* Exercise aim:
Whenever a line in the data holds the string "Tannenstraße", pull that line out.

* Data supplied:
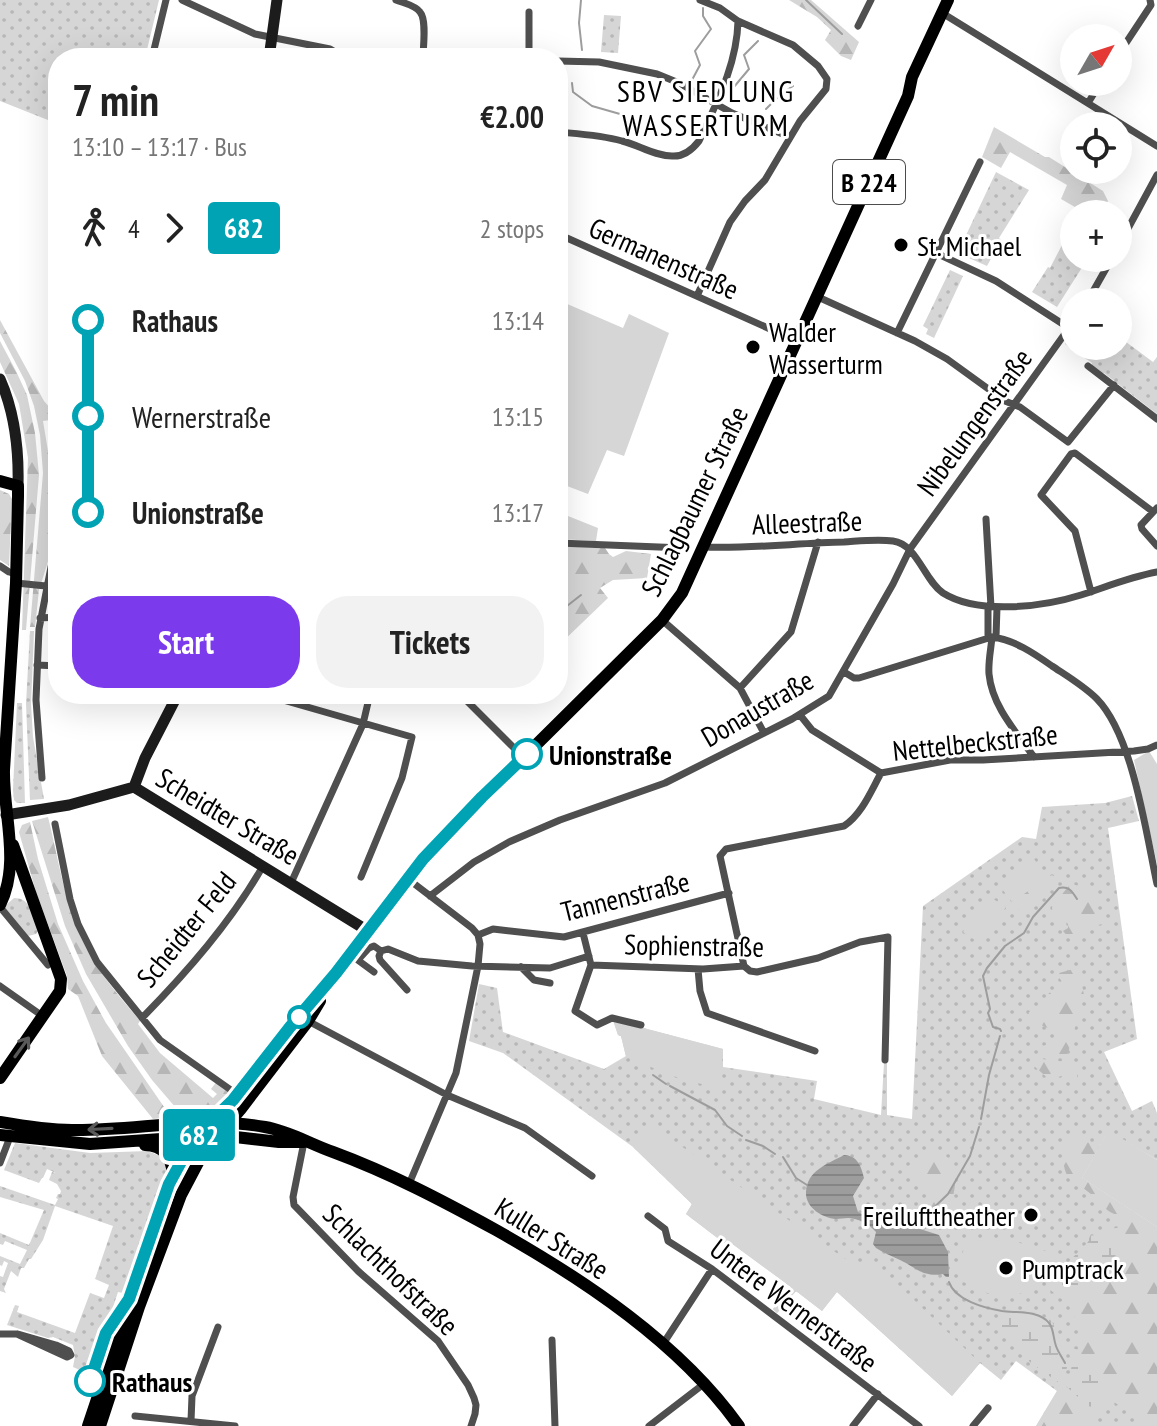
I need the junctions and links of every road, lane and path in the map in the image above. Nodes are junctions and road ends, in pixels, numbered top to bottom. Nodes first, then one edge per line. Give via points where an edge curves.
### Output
1 (166, 0) edge
2 (182, 0) edge
3 (277, 0) edge
4 (396, 0) edge
5 (700, 0) edge
6 (871, 0) edge
7 (951, 0) edge
8 (1153, 5) edge
9 (529, 12) dead end
10 (951, 19) junction
11 (738, 21) junction
12 (858, 26) dead end
13 (1132, 35) edge
14 (271, 38) junction
15 (154, 48) edge
16 (270, 48) edge
17 (325, 48) edge
18 (423, 48) edge
19 (529, 48) edge
20 (568, 61) edge
21 (908, 96) junction
22 (1092, 96) edge
23 (1088, 103) junction
24 (716, 104) junction
25 (568, 133) edge
26 (790, 137) junction
27 (1157, 146) edge
28 (980, 162) dead end
29 (1157, 175) edge
30 (1132, 221) edge
31 (568, 238) edge
32 (936, 253) junction
33 (697, 296) junction
34 (818, 297) junction
35 (1060, 319) edge
36 (897, 333) junction
37 (1060, 340) edge
38 (797, 341) junction
39 (1088, 366) dead end
40 (0, 379) edge
41 (1114, 385) junction
42 (1014, 405) junction
43 (1157, 419) edge
44 (0, 481) edge
45 (18, 486) junction
46 (1155, 509) edge
47 (986, 519) dead end
48 (818, 542) junction
49 (568, 543) edge
50 (1157, 546) edge
51 (703, 547) junction
52 (684, 548) dead end
53 (910, 549) junction
54 (0, 566) edge
55 (1157, 572) edge
56 (48, 577) edge
57 (16, 578) junction
58 (46, 586) junction
59 (1091, 592) junction
60 (992, 607) junction
61 (40, 618) junction
62 (48, 618) edge
63 (662, 620) junction
64 (992, 637) junction
65 (37, 665) junction
66 (48, 666) edge
67 (844, 672) junction
68 (740, 688) junction
69 (173, 704) edge
70 (296, 704) edge
71 (368, 704) edge
72 (470, 704) edge
73 (800, 715) junction
74 (363, 724) junction
75 (764, 733) junction
76 (1157, 745) edge
77 (1126, 751) junction
78 (523, 757) junction
79 (1034, 757) junction
80 (881, 773) junction
81 (42, 778) dead end
82 (134, 787) junction
83 (6, 815) junction
84 (55, 824) dead end
85 (10, 837) junction
86 (263, 866) junction
87 (361, 877) dead end
88 (408, 879) junction
89 (291, 883) junction
90 (1157, 884) edge
91 (729, 893) junction
92 (430, 896) junction
93 (33, 900) junction
94 (1, 903) edge
95 (45, 931) junction
96 (368, 931) junction
97 (583, 933) junction
98 (478, 935) junction
99 (30, 943) junction
100 (381, 951) junction
101 (354, 958) junction
102 (590, 960) junction
103 (48, 965) dead end
104 (478, 966) junction
105 (744, 966) junction
106 (521, 967) junction
107 (698, 969) junction
108 (374, 972) dead end
109 (336, 973) junction
110 (550, 983) dead end
111 (0, 986) edge
112 (407, 990) dead end
113 (44, 1017) junction
114 (142, 1018) junction
115 (308, 1021) junction
116 (641, 1025) dead end
117 (815, 1051) dead end
118 (885, 1060) dead end
119 (0, 1078) edge
120 (447, 1095) junction
121 (240, 1098) junction
122 (265, 1127) junction
123 (210, 1128) junction
124 (6, 1129) edge
125 (304, 1142) junction
126 (90, 1144) junction
127 (0, 1163) edge
128 (173, 1174) junction
129 (592, 1176) dead end
130 (409, 1184) junction
131 (648, 1216) dead end
132 (712, 1269) junction
133 (218, 1327) dead end
134 (0, 1334) edge
135 (552, 1340) dead end
136 (662, 1344) junction
137 (69, 1351) dead end
138 (705, 1383) junction
139 (878, 1394) junction
140 (988, 1408) dead end
141 (135, 1416) dead end
142 (194, 1423) edge
143 (88, 1426) edge
144 (100, 1426) edge
145 (235, 1426) edge
146 (471, 1426) edge
147 (555, 1426) edge
148 (649, 1426) edge
149 (739, 1426) edge
150 (853, 1426) edge
151 (919, 1426) edge
152 (973, 1426) edge

1 - 15 street
2 - 14 street
3 - 14 street
4 - 18 street via 422,16
5 - 11 street
6 - 12 street
7 - 10 main road, Schlagbaumer Straße / B 224
7 - 21 main road, Schlagbaumer Straße / B 224
8 - 13 street
9 - 19 street
10 - 21 main road, Schlagbaumer Straße / B 224
10 - 23 street
11 - 24 street via 733,60
11 - 26 street via 797,48 827,79 826,89
14 - 16 street
14 - 17 street
20 - 24 street via 647,71
21 - 34 main road, Schlagbaumer Straße / B 224
22 - 23 street
23 - 27 street
24 - 25 street via 699,141 675,156
24 - 26 street
26 - 33 street via 765,180 730,222
28 - 32 street
29 - 30 street
31 - 33 street, Germanenstraße
32 - 35 street
32 - 36 street
33 - 38 street, Germanenstraße
34 - 36 street
34 - 38 main road, Schlagbaumer Straße / B 224
36 - 42 street via 947,359
37 - 42 street, Nibelungenstraße
38 - 51 main road, Schlagbaumer Straße / B 224
39 - 41 street
40 - 45 street via 16,429
41 - 42 street via 1068,442
41 - 43 street
42 - 53 street, Nibelungenstraße
44 - 45 main road
45 - 57 main road
46 - 50 street via 1141,525
46 - 59 street via 1071,454 1041,495 1075,531
47 - 60 street
48 - 51 street, Alleestraße
48 - 53 street, Alleestraße via 891,541
48 - 68 street via 791,632
49 - 52 street
51 - 63 main road, Schlagbaumer Straße / B 224 via 682,593
53 - 60 street via 942,592
53 - 67 street, Donaustraße
54 - 57 street
55 - 59 street
56 - 58 street
57 - 58 street
57 - 83 main road
58 - 61 street
59 - 60 street
60 - 64 street
61 - 62 street
61 - 65 street
63 - 68 street
63 - 78 main road, Schlagbaumer Straße / B 224
64 - 67 street via 859,678
64 - 77 street via 1013,643 1093,695
64 - 79 street via 993,693
65 - 66 street
65 - 81 street
67 - 73 street, Donaustraße via 829,696
68 - 75 street
69 - 82 street
70 - 74 street
71 - 74 street
72 - 78 street
73 - 75 street, Donaustraße
73 - 80 street, Nettelbeckstraße via 812,730
74 - 87 street via 412,737 402,778
74 - 89 street
75 - 92 street, Donaustraße via 665,783 509,842
76 - 77 street, Nettelbeckstraße
77 - 79 street, Nettelbeckstraße
77 - 90 street
78 - 88 main road, Schlagbaumer Straße / B 224
79 - 80 street, Nettelbeckstraße via 932,762
80 - 91 street via 844,826 726,849 720,856
82 - 83 street, Scheidter Straße
82 - 86 street, Scheidter Straße
83 - 85 main road
84 - 114 street via 83,934 97,962
85 - 93 main road
85 - 94 main road via 10,870
86 - 89 street, Scheidter Straße
86 - 114 street, Scheidter Feld via 205,948
88 - 92 street
88 - 96 main road, Schlagbaumer Straße / B 224
89 - 96 street, Scheidter Straße
91 - 97 street, Tannenstraße
91 - 105 street
92 - 98 street
93 - 94 main road via 18,894
93 - 95 main road
94 - 99 street
95 - 99 street
95 - 113 main road via 62,986
96 - 101 main road, Schlagbaumer Straße / B 224
97 - 98 street, Tannenstraße via 564,937 493,929
97 - 102 street
98 - 104 street
99 - 103 street
100 - 101 street via 371,947
100 - 104 street, Sophienstraße via 418,961
100 - 112 street via 380,960
101 - 108 street
101 - 109 main road, Schlagbaumer Straße / B 224
102 - 106 street, Sophienstraße
102 - 107 street, Sophienstraße
102 - 116 street via 576,1013 597,1025 612,1018
104 - 106 street, Sophienstraße
104 - 120 street
105 - 107 street, Sophienstraße
105 - 118 street, Sophienstraße via 757,972 888,937
106 - 110 street via 534,980
107 - 117 street via 707,1013
109 - 115 main road, Schlagbaumer Straße / B 224
109 - 121 main road, Schlagbaumer Straße / B 224
111 - 113 street
119 -> 113 main road
114 - 121 street via 169,1048
115 - 120 street
115 - 121 main road, Schlagbaumer Straße / B 224
120 - 129 street via 525,1128
120 - 130 street
121 - 122 main road
121 - 123 main road, Schlagbaumer Straße / B 224
121 - 123 main road
122 - 123 main road, Kuller Straße
122 - 125 main road, Kuller Straße
123 -> 124 main road
123 - 125 main road, Kuller Straße
123 - 126 main road
123 - 128 main road, B 224
123 - 144 main road, B 224 via 181,1195
124 - 126 main road
124 - 127 street
125 - 130 main road, Kuller Straße
125 - 146 street, Schlachthofstraße via 294,1205 358,1271 438,1341 474,1398
126 - 128 main road via 158,1147 168,1156
128 - 143 main road, B 224
130 - 136 main road, Kuller Straße via 551,1262
131 - 132 street, Untere Wernerstraße via 665,1229 668,1241
132 - 136 street
132 - 139 street, Untere Wernerstraße
133 - 142 street via 192,1396
134 - 137 street via 18,1334
135 - 147 street
136 - 138 main road, Kuller Straße
138 - 148 street
138 - 149 main road, Kuller Straße
139 - 150 street
139 - 151 street, Untere Wernerstraße
140 - 152 street
141 - 142 street
142 - 145 street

* Finished exercise:
91 - 97 street, Tannenstraße
97 - 98 street, Tannenstraße via 564,937 493,929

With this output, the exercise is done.